«I campi estivi pubblici aperti anche ai figli dei clandestini»

«I campi estivi pubblici aperti anche ai figli dei clandestini»

Impedire a un bambino, anche se figlio di clandestini, di frequentare i centri estivi organizzati dal Comune è «discriminatorio». Così, il tribunale civile ha accolto il ricorso di una giovane ecuadoriana che si era vista respingere la domanda di iscrizione perché «non in regola con il permesso di soggiorno».
«La frequenza del centro estivo - scrive il giudice Filippo D’Aquino nel provvedimento d’urgenza con cui ordina a Palazzo Marino di ammettere il bimbo al campus - rientra tra le attività accessorie a quelle inerenti l’assolvimento dell’obbligo scolastico». Dunque, il divieto del Comune «costituiva attività discriminatoria», perché avrebbe comportato «l’esclusione da un servizio pubblico fondamentale». Inoltre, nonostante i genitori del bambino fossero clandestini, «per lo straniero minorenne non si configura la condizione di irregolare permanenza sul territorio dello Stato».
La vicenda inizia in aprile, quando la donna - senza permesso di soggiorno ma impiegata come colf - compila in internet la preiscrizione al centro estivo per il figlio di 7 anni, che quest’anno ha frequentato la prima elementare di una scuola in zona Bisceglie.

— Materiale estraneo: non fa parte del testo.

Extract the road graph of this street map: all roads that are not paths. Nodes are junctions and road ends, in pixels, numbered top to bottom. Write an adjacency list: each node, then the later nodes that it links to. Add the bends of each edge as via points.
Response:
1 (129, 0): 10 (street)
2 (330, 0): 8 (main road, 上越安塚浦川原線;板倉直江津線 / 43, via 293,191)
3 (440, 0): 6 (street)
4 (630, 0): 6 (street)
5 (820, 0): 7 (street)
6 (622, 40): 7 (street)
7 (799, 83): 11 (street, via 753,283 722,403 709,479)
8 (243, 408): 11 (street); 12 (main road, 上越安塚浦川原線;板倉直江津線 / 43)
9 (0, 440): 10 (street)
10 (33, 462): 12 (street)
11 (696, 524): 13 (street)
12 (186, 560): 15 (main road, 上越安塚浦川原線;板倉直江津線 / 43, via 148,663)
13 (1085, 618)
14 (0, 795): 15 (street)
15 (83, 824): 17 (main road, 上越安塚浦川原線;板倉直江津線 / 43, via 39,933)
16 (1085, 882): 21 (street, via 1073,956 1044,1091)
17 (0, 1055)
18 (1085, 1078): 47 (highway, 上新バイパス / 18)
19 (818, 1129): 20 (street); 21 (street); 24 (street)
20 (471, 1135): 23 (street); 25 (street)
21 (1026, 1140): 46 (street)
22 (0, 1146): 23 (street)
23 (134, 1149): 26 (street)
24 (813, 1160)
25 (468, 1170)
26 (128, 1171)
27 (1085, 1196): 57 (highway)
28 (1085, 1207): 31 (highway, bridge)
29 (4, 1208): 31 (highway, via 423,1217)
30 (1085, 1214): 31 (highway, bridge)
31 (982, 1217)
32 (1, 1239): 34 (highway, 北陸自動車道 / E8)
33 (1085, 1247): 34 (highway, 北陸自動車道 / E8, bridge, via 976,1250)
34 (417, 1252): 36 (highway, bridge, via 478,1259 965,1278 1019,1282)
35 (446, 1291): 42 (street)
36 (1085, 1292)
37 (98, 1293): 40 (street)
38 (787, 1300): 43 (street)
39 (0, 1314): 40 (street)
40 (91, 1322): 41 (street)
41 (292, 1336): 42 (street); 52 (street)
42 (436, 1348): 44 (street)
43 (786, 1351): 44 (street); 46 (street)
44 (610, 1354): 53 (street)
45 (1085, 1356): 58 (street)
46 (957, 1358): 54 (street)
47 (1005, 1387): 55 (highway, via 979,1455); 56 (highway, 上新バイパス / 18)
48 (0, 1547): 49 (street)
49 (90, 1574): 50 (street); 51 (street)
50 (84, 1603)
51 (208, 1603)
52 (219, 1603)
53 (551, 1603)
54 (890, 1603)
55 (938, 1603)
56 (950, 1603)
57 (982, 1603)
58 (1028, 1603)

La domanda viene accettata, ma quando la madre - il 19 maggio - si presenta la per completare la pratica, le viene detto che la sua richiesta non può essere accolta. «Lei non ha il permesso di soggiorno». Versione confermata anche dalla direzione dei centri estivi in via Porpora. Così, la mamma si rivolge all’avvocato Eugenio Losco, che presenta il ricorso accolto ieri dal giudice.


Il prossimo 13 luglio si terrà l’udienza al termine della quale il giudice si pronuncerà in modo definitivo sul caso. Ma l’esito, visto il provvedimento d’urgenza, sembra scontato. Il piccolo, intanto, potrà iniziare il campo estivo come tutti gli altri bambini.